Operation Tokhang was a code used by the Philippine National Police (PNP) for its bloody anti-drug operation by the previous administration that left thousands of suspected drug personalities dead.

Drilon said certain agencies have a wide latitude in using the CIFs, thus making it more susceptible to every kind of abuse and misuse.

According to the former Senate leader, he agreed with the observation of of Senator Risa Hontiveros that the CIF was being abused.

In a separate statement, Drilon said he does not rule out the possibility that the funds were used to hire troll armies due to the absence of documents and proof where they spent the money.

He recalled that the Senate had previously investigated the alleged use of government funds to hire troll armies and propagate fake news and misinformation.

Earlier, he called on the Senate to reconstitute the Select Oversight Committee on Confidential and Intelligence Funds.

“I am glad that Senator (Juan Miguel) Zubiri has heeded the advice that we made.
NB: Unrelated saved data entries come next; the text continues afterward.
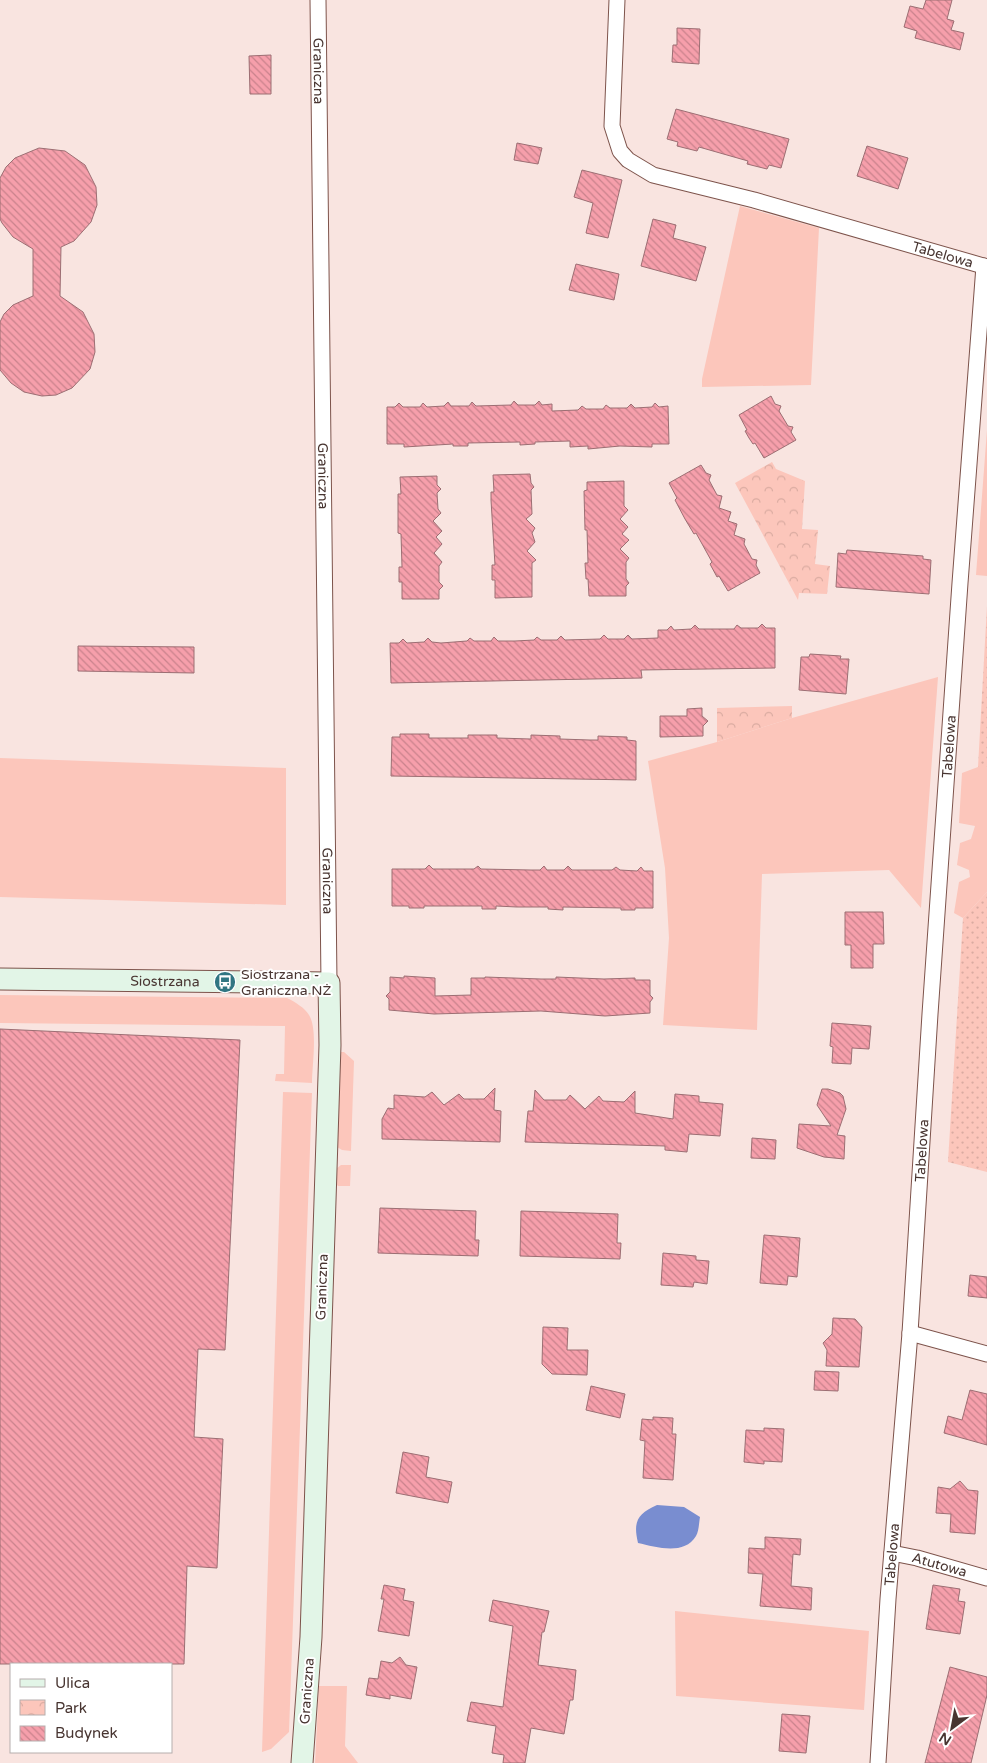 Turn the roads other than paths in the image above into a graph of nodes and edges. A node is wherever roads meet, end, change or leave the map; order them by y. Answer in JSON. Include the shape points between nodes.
{"nodes":[{"id":1,"x":318,"y":0,"type":"edge"},
{"id":2,"x":618,"y":0,"type":"edge"},
{"id":3,"x":986,"y":266,"type":"edge"},
{"id":4,"x":0,"y":979,"type":"edge"},
{"id":5,"x":329,"y":983,"type":"junction"},
{"id":6,"x":910,"y":1333,"type":"junction"},
{"id":7,"x":987,"y":1354,"type":"edge"},
{"id":8,"x":892,"y":1553,"type":"junction"},
{"id":9,"x":987,"y":1578,"type":"edge"},
{"id":10,"x":302,"y":1763,"type":"edge"},
{"id":11,"x":878,"y":1763,"type":"edge"}],
"edges":[{"from":1,"to":5,"type":"street","name":"Graniczna"},
{"from":2,"to":3,"type":"street","name":"Tabelowa","via":[[612,126],[620,151],[628,160],[654,175]]},
{"from":3,"to":6,"type":"street","name":"Tabelowa","via":[[931,995]]},
{"from":4,"to":5,"type":"street","name":"Siostrzana"},
{"from":5,"to":10,"type":"street","name":"Graniczna","via":[[330,1045],[311,1627]]},
{"from":6,"to":7,"type":"street"},
{"from":6,"to":8,"type":"street","name":"Tabelowa"},
{"from":8,"to":9,"type":"street","name":"Atutowa"},
{"from":8,"to":11,"type":"street","name":"Tabelowa"}]} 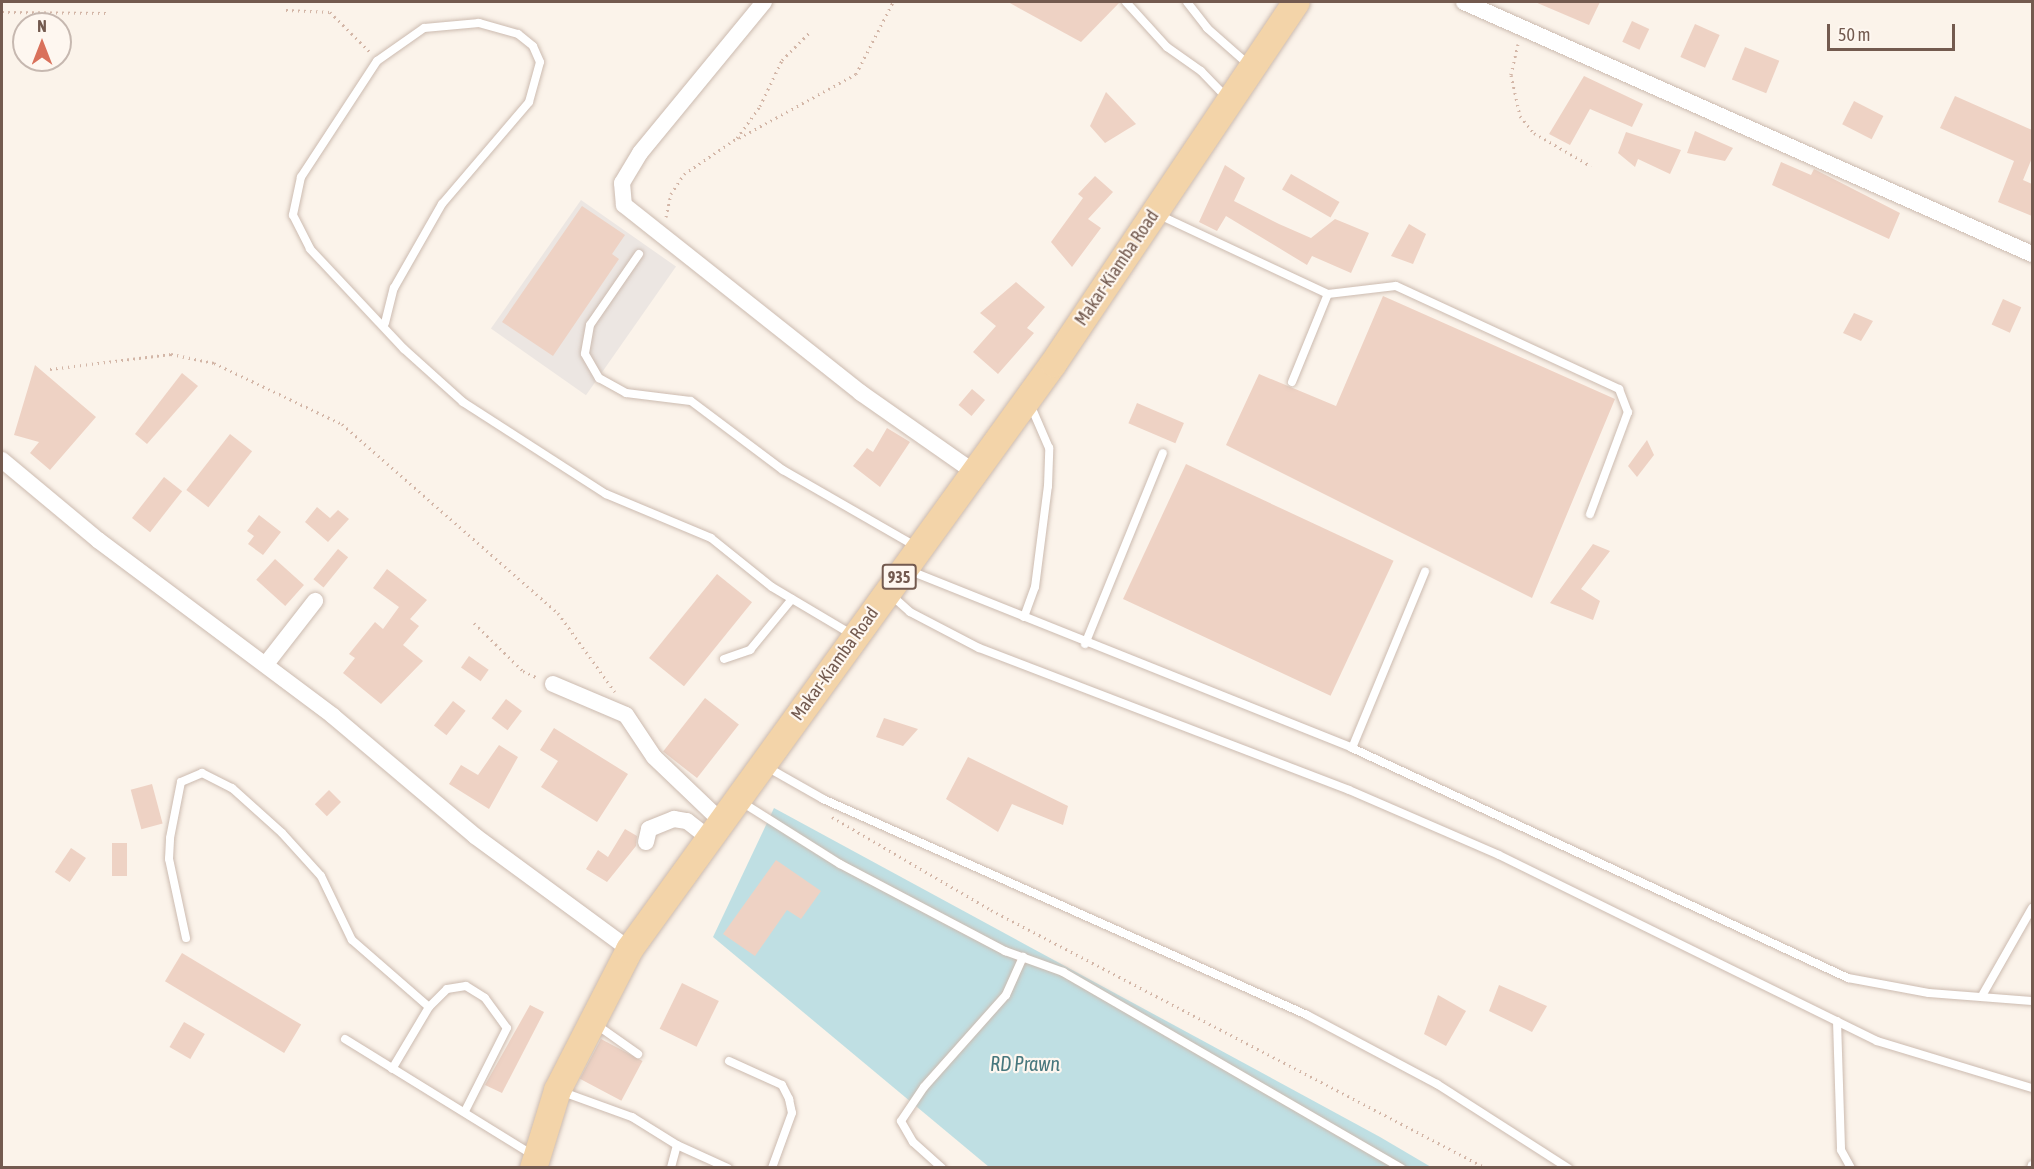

We were the first ones to make the call for the revival of the committee,” Drilon said.

He added that the first order of business should be to convene the oversight panel.

“Hopefully, this administration will be more open to an executive session so that the Senate and the House of Representatives can make a proper judgment in the next cycle whether the CIFs are properly used or whether the agency is entitled to CIFs,” Drilon said.

He deplored that the agencies with CIF allocations have expanded in the proposed General Appropriations Act of 2023, the Marcos administration’s first budget.

In the proposed P5.268-trillion spending outlay for 2023, Drilon said there were seven agencies that do not have CIFs in the current budget, but were allocated with huge CIFs in the next year’s budget.

This includes the Office of the Vice President, the Department of Education, Department of Environment and Natural Resources, Department of Social Welfare and Development, Department of Foreign Affairs, the Office of the Solicitor General, and the Commission on Human Rights.

“In my book, we should take a good look at this. This is indeed something that we should be concerned about. This is subject to expansion and expansion. I cannot understand how you can justify intelligence funds for the DSWD or the OSG,” Drilon said.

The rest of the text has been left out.